Pitchfork
72
A cursory search of Spotify turns up hundreds, if not thousands, of songs with the word “leather” in the title. The word “cotton” is not quite as popular, but it still turns up a bunch, and “silk” and “satin” are also in ample supply, while Pearl Jam, Beth Orton, and the Wedding Present have all paid tribute to the homely “corduroy.” But practically nobody makes records about Gore-Tex. Gore-Tex is not cool. It is functional, practical, preventative. It is the dad jeans of synthetic fibers.
The Swedish ambient-techno artist Varg clearly knows what he’s doing by citing the microporous membrane in the latest installment of what he’s called his “most honest and personal work to date.” The artist, born Jonas Rönnberg, loves mixing up conflicting signifiers. He makes records with titles like Misantropen, and his artist alias evokes the Scandinavian black metal of his roots, but he also peppers his Instagram with Gucci purchases, rolls of cash, and bottles of Moët. On last year’s Nordic Flora Series Pt.1: Heroine, he cribbed his song titles from the lyrics to Drake’s “Controlla.” (Some of this code-switching goes both ways: OVO’s PARTYNEXTDOOR sampled one of his bleakest dark ambient tracks on last year’s “High Hopes,” an example of gothic R&B at its most desolate.)
Look beyond the trickster antics, though, and Varg’s music belongs to a proud Romantic tradition where oversized feelings find their reflection in endlessly overcast skies. Early recordings presented a sound steeped in the loamy ambient drones of Wolfgang Voigt’s GAS project and the flotation-tank acid of Plastikman, as well as the chattering, insectoid techno of Donato Dozzy, and Gore-Tex City ventures even further, twisting up those influences into a brooding sound that is simply and unmistakably Varg.
“Champagne Ceremonies” opens the album with gothic dread, wrapping minor-key synths in sharp-edged handclaps like concertina wire; “Yamanote Line (原宿)” is an impressionistic snapshot of Tokyo’s public transit system, with muted television voices murmuring beneath electrical zaps and a steady, rolling pulse. Many of the album’s more rhythmic tracks seem inspired by the experience of rail travel: “Platforms Surrounded by Fences (EU)” flickers like metal grates glimpsed from a speeding train, though its mood is less suggestive of Kraftwerk’s optimism than it is of the socio-political anomie facing contemporary Europe. “Snake City / Maserati Music” is not so much a song as a steady gust of wind that buffets the listener in an unending volley of sixteenth-note toms and hi-hats, and “I Hope You Are Still There (新宿御苑)” channels the same thrumming technique into something closer to the melancholy style of Autechre’s Amber. One of the few beatless tracks here, “Fonus,” with Drew McDowall and Alessandro Cortini, sounds like a memory of ambient music that is being slowly erased by the built-up din of the city—a sorrow that has forgotten its own source.
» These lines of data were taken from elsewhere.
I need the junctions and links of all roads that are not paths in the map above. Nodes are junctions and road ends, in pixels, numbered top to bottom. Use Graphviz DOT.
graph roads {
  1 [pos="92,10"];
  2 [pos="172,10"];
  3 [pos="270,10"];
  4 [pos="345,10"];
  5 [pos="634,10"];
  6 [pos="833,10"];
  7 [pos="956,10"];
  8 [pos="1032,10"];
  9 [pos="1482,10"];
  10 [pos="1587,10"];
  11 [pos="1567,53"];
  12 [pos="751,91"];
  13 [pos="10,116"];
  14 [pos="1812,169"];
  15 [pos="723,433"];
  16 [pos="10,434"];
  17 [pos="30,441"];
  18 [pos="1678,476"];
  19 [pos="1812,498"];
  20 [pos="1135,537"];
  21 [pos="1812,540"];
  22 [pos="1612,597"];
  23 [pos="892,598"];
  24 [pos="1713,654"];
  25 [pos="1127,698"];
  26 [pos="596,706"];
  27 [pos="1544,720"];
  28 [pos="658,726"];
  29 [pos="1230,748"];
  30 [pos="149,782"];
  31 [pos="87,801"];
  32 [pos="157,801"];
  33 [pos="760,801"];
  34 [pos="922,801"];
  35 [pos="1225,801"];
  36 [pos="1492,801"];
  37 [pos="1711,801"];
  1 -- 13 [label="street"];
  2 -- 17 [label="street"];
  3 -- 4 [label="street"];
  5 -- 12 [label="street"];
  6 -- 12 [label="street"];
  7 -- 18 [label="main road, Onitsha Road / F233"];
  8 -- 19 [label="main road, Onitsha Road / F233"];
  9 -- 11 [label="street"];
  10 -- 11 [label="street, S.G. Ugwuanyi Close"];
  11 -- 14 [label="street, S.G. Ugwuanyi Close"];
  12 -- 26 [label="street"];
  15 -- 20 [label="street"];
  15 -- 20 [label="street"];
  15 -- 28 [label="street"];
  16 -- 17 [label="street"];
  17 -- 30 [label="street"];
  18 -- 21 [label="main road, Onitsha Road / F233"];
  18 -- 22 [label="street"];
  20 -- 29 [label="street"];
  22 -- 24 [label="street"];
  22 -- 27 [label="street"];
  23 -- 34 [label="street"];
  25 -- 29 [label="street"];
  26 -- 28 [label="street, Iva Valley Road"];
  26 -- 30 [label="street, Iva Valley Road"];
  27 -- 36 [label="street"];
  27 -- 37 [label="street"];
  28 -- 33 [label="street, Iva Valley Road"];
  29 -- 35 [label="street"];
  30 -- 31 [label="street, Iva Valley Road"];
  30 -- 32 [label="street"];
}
This would all be enough to make for an engaging trip into the depths of Varg’s darkest moods, but, in keeping with what his label describes as “a smirking fuck off,” he can’t resist pulling out the rug every now and then. In “Red Line II (127 Sätra C) 4,” the cryptic Swedish rapper Yung Lean warbles despondently through Auto-Tune about suicide, Adderall, and wanting to kill his landlord. It’s just the kind of collision that delights Varg—Lean’s noxious swag-rap smeared like sticky syrup across techno’s brushed stainless-steel surfaces—but it’s also a lot to swallow for someone who isn’t already a fan of Lean’s adolescent nihilism. “Forever 21 / Valium” is far more successful. Here, over pitter-pat hi-hats and new age piano, the New York artist Chloe Wise intones a piece of text from her exhibition, “Cats not fighting is a horrible sound as well.” Over drones as broad and flat as a river delta, she addresses first a bouquet of plastic flowers and then a lover, her voice flat and without affect as she skips from non sequitur to non sequitur: “Would you bleed if I cut you? Do you ever have to pee? Do you have ears? Do potted plants hear? When will you realize I am a tourist?” The music’s ominous qualities only make the text seem that much stranger, as though the quotidian had been mashed up with the symbolic—like someone’s chat history projected against an apocalyptic sky, or a brightly colored Gore-Tex jacket dropped along the roadside somewhere in Sweden’s far north.